*** Supplied data ***

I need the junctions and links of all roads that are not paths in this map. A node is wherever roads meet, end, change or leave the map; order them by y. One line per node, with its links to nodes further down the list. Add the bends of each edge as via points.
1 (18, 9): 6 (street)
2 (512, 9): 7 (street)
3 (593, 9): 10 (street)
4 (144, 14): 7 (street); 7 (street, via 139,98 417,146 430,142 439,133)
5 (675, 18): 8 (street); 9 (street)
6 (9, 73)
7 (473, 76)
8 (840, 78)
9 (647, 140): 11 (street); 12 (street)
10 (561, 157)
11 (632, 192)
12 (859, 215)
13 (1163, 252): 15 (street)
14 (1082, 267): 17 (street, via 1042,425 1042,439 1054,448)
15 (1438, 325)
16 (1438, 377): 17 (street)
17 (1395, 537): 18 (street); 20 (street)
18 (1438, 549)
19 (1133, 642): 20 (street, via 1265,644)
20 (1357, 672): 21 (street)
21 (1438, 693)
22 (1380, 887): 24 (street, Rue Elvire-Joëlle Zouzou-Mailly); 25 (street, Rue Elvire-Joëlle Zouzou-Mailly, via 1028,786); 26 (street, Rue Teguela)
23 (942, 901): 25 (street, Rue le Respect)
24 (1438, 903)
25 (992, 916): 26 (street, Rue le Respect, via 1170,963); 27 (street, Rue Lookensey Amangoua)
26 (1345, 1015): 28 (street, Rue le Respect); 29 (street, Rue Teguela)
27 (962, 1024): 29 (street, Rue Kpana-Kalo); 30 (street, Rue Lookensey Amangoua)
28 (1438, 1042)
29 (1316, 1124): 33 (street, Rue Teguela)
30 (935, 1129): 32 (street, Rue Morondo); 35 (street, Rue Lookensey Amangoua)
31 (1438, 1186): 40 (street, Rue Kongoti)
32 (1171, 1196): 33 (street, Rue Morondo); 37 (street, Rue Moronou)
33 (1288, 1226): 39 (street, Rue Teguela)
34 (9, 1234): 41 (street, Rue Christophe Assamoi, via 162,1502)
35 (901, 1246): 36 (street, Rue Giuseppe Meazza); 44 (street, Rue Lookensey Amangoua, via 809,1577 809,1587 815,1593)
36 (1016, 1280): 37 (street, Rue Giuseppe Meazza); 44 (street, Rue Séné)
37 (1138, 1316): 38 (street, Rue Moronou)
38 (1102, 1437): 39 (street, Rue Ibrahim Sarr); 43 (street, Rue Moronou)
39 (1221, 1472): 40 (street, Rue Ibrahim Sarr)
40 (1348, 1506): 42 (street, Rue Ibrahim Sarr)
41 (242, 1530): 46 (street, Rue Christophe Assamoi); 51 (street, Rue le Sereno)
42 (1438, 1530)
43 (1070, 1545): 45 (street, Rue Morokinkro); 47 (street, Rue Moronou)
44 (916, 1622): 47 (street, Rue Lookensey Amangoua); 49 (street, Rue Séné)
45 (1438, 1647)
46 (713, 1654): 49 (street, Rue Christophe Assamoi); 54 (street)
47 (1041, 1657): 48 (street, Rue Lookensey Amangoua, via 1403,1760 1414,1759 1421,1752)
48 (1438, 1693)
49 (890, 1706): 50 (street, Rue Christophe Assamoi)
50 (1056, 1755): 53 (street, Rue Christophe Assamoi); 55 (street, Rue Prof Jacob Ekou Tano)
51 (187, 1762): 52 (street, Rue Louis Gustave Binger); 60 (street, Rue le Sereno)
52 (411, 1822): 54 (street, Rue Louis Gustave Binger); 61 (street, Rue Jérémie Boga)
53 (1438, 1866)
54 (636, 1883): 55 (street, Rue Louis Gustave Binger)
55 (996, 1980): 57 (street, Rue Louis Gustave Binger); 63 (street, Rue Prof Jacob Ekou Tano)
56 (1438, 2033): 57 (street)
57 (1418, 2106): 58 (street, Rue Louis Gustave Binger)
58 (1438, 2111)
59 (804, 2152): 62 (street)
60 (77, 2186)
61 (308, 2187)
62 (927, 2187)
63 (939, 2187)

*** End of Supplied data ***

**Exercise requirements:**
Every line in the data above has to be retyped exactly.

**Output of the exercise:**
I need the junctions and links of all roads that are not paths in this map. A node is wherever roads meet, end, change or leave the map; order them by y. One line per node, with its links to nodes further down the list. Add the bends of each edge as via points.
1 (18, 9): 6 (street)
2 (512, 9): 7 (street)
3 (593, 9): 10 (street)
4 (144, 14): 7 (street); 7 (street, via 139,98 417,146 430,142 439,133)
5 (675, 18): 8 (street); 9 (street)
6 (9, 73)
7 (473, 76)
8 (840, 78)
9 (647, 140): 11 (street); 12 (street)
10 (561, 157)
11 (632, 192)
12 (859, 215)
13 (1163, 252): 15 (street)
14 (1082, 267): 17 (street, via 1042,425 1042,439 1054,448)
15 (1438, 325)
16 (1438, 377): 17 (street)
17 (1395, 537): 18 (street); 20 (street)
18 (1438, 549)
19 (1133, 642): 20 (street, via 1265,644)
20 (1357, 672): 21 (street)
21 (1438, 693)
22 (1380, 887): 24 (street, Rue Elvire-Joëlle Zouzou-Mailly); 25 (street, Rue Elvire-Joëlle Zouzou-Mailly, via 1028,786); 26 (street, Rue Teguela)
23 (942, 901): 25 (street, Rue le Respect)
24 (1438, 903)
25 (992, 916): 26 (street, Rue le Respect, via 1170,963); 27 (street, Rue Lookensey Amangoua)
26 (1345, 1015): 28 (street, Rue le Respect); 29 (street, Rue Teguela)
27 (962, 1024): 29 (street, Rue Kpana-Kalo); 30 (street, Rue Lookensey Amangoua)
28 (1438, 1042)
29 (1316, 1124): 33 (street, Rue Teguela)
30 (935, 1129): 32 (street, Rue Morondo); 35 (street, Rue Lookensey Amangoua)
31 (1438, 1186): 40 (street, Rue Kongoti)
32 (1171, 1196): 33 (street, Rue Morondo); 37 (street, Rue Moronou)
33 (1288, 1226): 39 (street, Rue Teguela)
34 (9, 1234): 41 (street, Rue Christophe Assamoi, via 162,1502)
35 (901, 1246): 36 (street, Rue Giuseppe Meazza); 44 (street, Rue Lookensey Amangoua, via 809,1577 809,1587 815,1593)
36 (1016, 1280): 37 (street, Rue Giuseppe Meazza); 44 (street, Rue Séné)
37 (1138, 1316): 38 (street, Rue Moronou)
38 (1102, 1437): 39 (street, Rue Ibrahim Sarr); 43 (street, Rue Moronou)
39 (1221, 1472): 40 (street, Rue Ibrahim Sarr)
40 (1348, 1506): 42 (street, Rue Ibrahim Sarr)
41 (242, 1530): 46 (street, Rue Christophe Assamoi); 51 (street, Rue le Sereno)
42 (1438, 1530)
43 (1070, 1545): 45 (street, Rue Morokinkro); 47 (street, Rue Moronou)
44 (916, 1622): 47 (street, Rue Lookensey Amangoua); 49 (street, Rue Séné)
45 (1438, 1647)
46 (713, 1654): 49 (street, Rue Christophe Assamoi); 54 (street)
47 (1041, 1657): 48 (street, Rue Lookensey Amangoua, via 1403,1760 1414,1759 1421,1752)
48 (1438, 1693)
49 (890, 1706): 50 (street, Rue Christophe Assamoi)
50 (1056, 1755): 53 (street, Rue Christophe Assamoi); 55 (street, Rue Prof Jacob Ekou Tano)
51 (187, 1762): 52 (street, Rue Louis Gustave Binger); 60 (street, Rue le Sereno)
52 (411, 1822): 54 (street, Rue Louis Gustave Binger); 61 (street, Rue Jérémie Boga)
53 (1438, 1866)
54 (636, 1883): 55 (street, Rue Louis Gustave Binger)
55 (996, 1980): 57 (street, Rue Louis Gustave Binger); 63 (street, Rue Prof Jacob Ekou Tano)
56 (1438, 2033): 57 (street)
57 (1418, 2106): 58 (street, Rue Louis Gustave Binger)
58 (1438, 2111)
59 (804, 2152): 62 (street)
60 (77, 2186)
61 (308, 2187)
62 (927, 2187)
63 (939, 2187)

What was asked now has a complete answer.